RAW DATA:
..............................

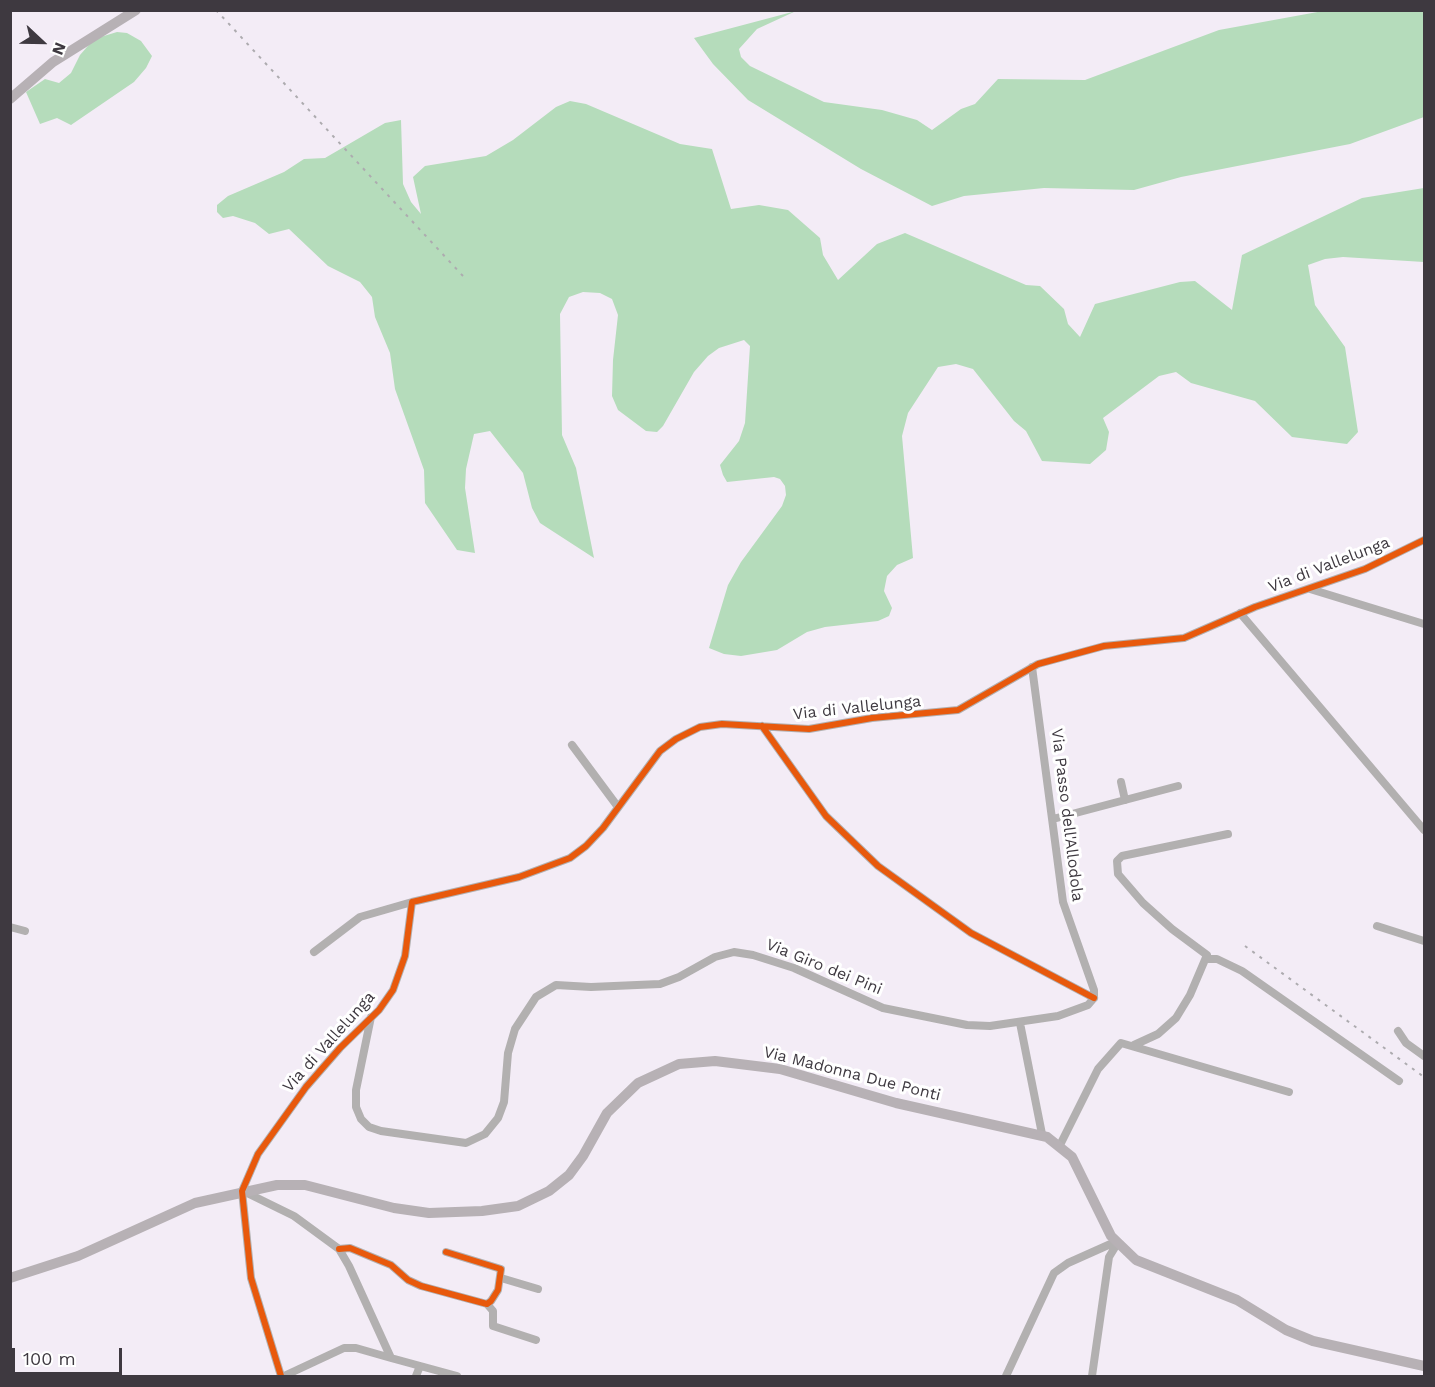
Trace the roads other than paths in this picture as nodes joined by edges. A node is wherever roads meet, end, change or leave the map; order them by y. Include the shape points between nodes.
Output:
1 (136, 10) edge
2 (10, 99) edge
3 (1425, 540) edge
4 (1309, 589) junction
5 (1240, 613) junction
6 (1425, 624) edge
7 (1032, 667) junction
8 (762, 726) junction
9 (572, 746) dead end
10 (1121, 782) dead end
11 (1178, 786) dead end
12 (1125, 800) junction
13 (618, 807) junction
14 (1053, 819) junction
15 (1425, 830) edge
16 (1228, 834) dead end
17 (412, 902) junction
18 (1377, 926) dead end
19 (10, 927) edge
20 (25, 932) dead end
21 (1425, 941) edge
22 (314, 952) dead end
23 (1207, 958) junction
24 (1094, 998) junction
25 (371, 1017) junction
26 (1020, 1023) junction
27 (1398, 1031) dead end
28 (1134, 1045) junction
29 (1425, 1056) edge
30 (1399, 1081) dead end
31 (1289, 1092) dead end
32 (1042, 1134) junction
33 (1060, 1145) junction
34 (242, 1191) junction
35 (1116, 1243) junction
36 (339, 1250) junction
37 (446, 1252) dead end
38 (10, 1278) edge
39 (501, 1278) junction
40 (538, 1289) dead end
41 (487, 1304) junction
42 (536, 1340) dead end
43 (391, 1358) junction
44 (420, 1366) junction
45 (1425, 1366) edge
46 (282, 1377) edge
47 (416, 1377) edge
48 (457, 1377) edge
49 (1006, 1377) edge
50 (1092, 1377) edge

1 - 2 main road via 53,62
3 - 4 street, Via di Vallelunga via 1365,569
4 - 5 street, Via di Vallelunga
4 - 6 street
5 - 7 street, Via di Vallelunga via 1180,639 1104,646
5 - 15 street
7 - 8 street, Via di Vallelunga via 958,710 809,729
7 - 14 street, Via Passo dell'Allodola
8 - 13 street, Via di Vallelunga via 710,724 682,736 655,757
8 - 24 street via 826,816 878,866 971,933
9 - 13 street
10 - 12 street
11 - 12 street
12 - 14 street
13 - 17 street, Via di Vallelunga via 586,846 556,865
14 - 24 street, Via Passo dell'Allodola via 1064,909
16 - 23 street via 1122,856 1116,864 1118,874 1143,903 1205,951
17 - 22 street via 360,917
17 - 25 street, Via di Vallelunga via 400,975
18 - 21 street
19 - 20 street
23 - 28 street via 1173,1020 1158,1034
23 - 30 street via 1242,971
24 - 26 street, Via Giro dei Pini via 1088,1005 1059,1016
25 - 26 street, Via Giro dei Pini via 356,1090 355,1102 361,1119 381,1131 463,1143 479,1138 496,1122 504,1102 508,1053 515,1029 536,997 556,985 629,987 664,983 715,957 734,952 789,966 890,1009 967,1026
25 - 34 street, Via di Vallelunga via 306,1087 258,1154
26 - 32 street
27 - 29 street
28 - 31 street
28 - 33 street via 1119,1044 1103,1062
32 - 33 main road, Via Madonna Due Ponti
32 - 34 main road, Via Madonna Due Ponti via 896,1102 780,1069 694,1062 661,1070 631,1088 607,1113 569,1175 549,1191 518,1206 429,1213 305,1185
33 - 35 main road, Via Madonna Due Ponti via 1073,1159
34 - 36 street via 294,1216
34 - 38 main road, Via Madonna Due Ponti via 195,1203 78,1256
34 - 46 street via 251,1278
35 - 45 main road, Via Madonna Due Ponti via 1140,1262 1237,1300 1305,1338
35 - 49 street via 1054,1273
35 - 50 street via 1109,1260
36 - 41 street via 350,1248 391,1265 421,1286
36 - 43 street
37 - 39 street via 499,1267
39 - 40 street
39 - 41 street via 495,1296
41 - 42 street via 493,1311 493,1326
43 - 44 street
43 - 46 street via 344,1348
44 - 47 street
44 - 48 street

..............................

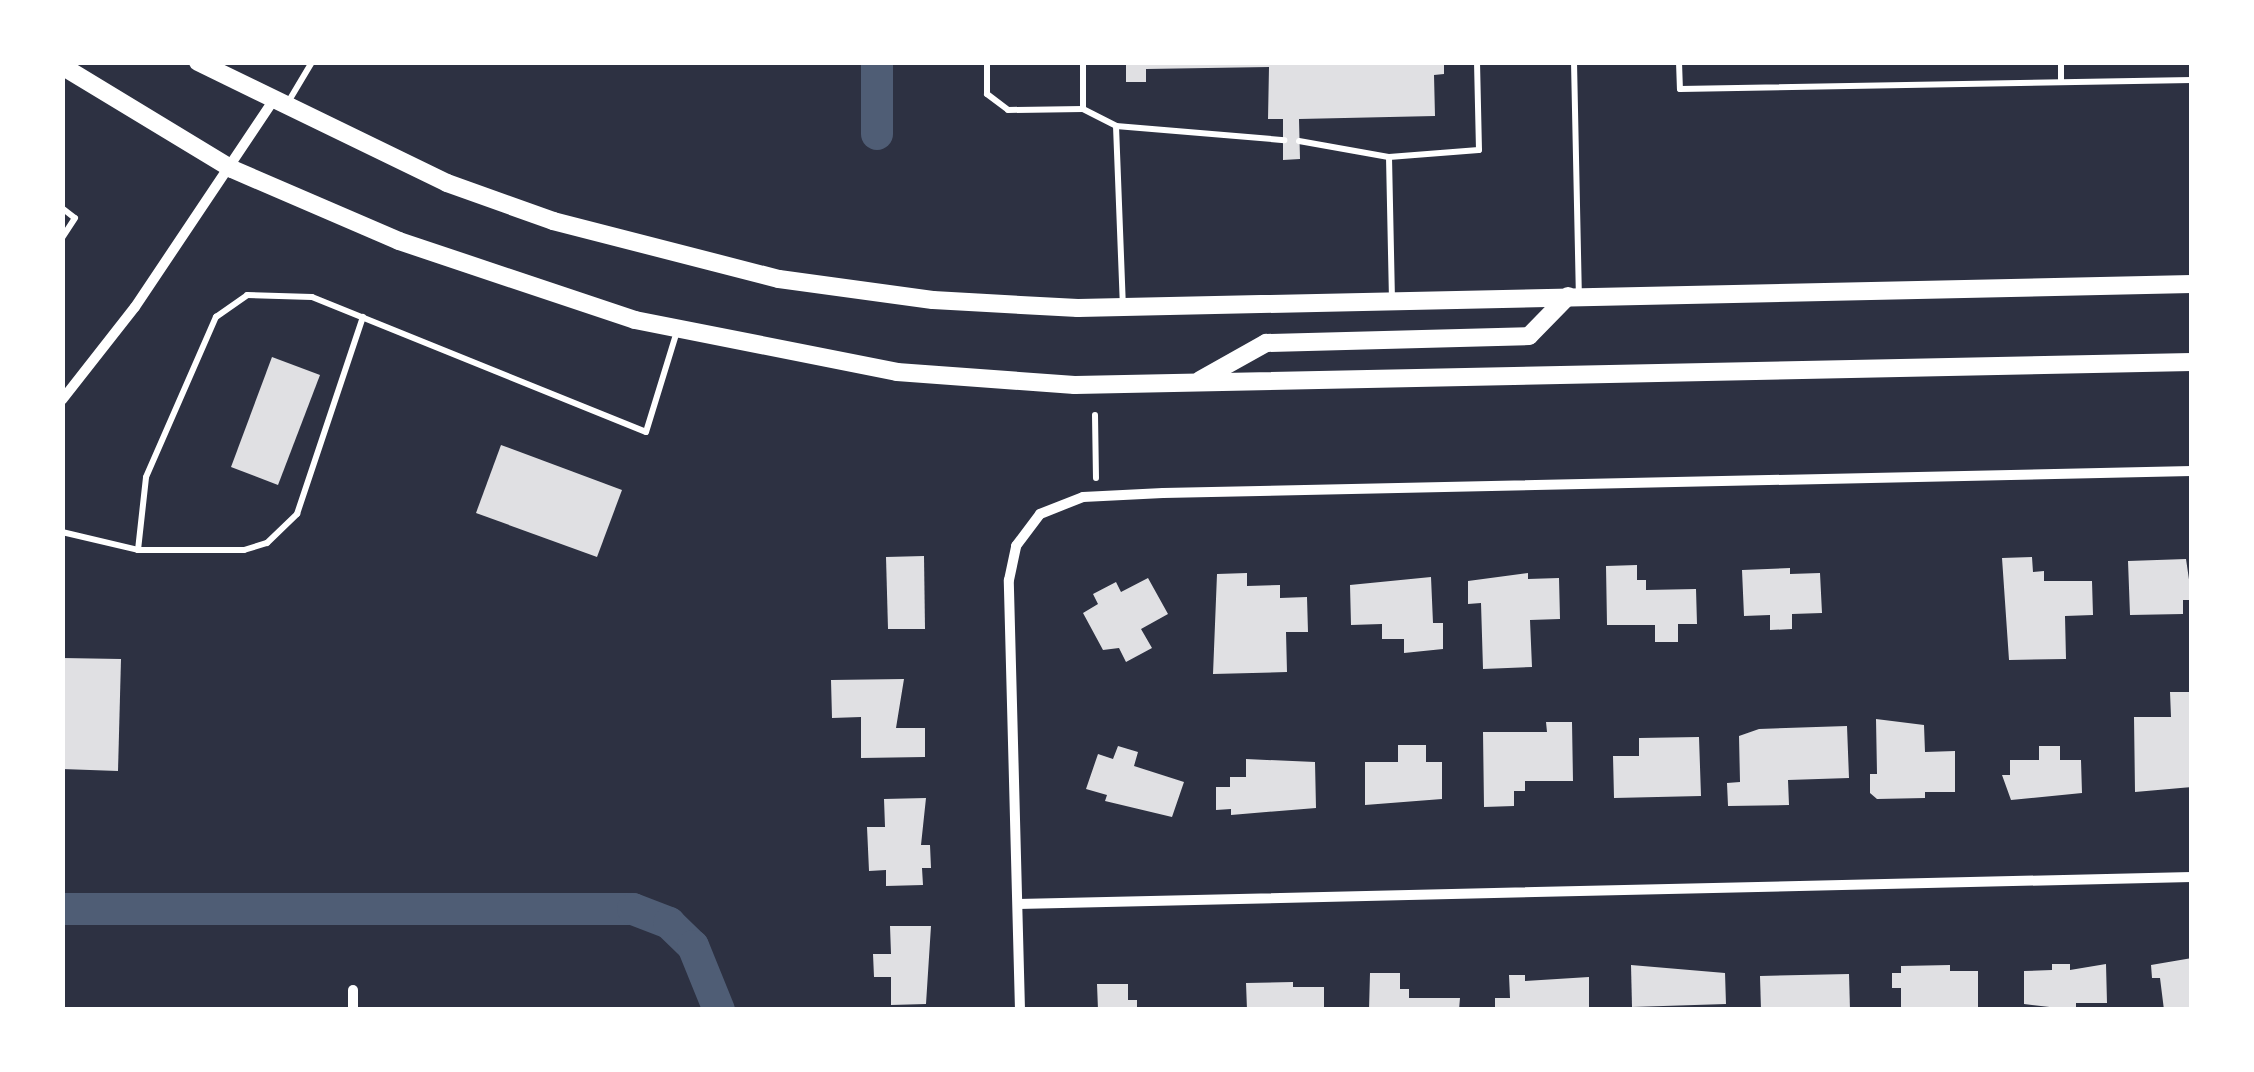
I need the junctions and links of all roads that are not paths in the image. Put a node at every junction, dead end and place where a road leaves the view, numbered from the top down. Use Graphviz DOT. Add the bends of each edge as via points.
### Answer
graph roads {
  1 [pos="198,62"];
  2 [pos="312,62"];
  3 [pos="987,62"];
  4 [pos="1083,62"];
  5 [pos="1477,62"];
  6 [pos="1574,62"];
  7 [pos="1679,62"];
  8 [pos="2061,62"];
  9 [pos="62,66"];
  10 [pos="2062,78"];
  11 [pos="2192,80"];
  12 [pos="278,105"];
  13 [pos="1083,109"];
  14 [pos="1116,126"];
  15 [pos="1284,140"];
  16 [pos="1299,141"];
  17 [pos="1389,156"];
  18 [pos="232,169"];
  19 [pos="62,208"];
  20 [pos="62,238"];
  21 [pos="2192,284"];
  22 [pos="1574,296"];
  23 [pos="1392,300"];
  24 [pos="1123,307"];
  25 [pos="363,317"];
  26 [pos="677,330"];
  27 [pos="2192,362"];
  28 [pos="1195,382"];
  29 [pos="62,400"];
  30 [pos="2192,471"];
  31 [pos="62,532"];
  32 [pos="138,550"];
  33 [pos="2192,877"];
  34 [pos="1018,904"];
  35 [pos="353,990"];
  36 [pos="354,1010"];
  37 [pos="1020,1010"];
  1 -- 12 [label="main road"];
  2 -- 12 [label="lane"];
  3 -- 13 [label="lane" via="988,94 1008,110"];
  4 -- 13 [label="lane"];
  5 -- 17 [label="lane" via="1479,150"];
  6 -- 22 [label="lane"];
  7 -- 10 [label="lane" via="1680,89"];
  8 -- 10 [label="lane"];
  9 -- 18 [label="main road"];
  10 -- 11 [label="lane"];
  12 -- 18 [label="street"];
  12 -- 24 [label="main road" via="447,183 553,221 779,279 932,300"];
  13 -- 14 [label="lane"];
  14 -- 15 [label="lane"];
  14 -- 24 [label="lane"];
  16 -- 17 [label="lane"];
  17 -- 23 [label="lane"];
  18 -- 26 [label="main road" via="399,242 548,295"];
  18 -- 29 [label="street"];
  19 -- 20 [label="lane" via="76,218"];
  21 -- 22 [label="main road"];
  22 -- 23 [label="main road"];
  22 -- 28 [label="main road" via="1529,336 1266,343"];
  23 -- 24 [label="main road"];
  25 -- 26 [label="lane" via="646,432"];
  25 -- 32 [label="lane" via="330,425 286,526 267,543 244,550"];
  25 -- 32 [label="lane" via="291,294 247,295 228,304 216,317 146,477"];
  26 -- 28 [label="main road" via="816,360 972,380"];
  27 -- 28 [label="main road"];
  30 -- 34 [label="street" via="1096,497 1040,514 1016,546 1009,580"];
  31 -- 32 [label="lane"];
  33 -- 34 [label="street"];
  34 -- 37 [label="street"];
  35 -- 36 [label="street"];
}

..............................

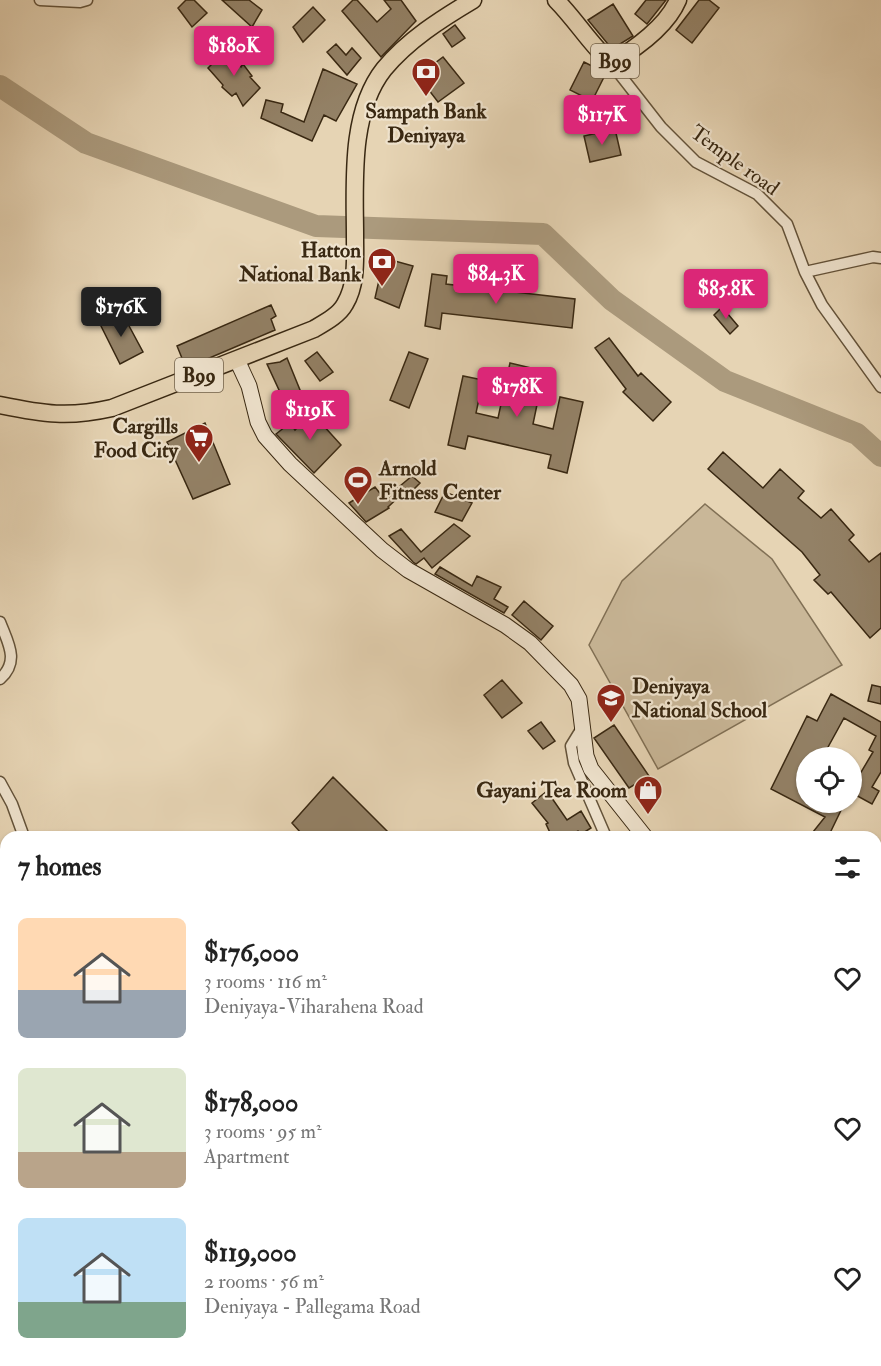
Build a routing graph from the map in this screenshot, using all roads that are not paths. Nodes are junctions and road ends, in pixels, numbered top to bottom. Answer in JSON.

..............................

TO DO:
Scan the data above for the string "junctions". Copy every line in which it appears.

FINAL ANSWER:
I need the junctions and links of all roads that are not paths in the image. Put a node at every junction, dead end and place where a road leaves the view, numbered from the top down. Use Graphviz DOT. Add the bends of each edge as via points.
Build a routing graph from the map in this screenshot, using all roads that are not paths. Nodes are junctions and road ends, in pixels, numbered top to bottom. Answer in JSON.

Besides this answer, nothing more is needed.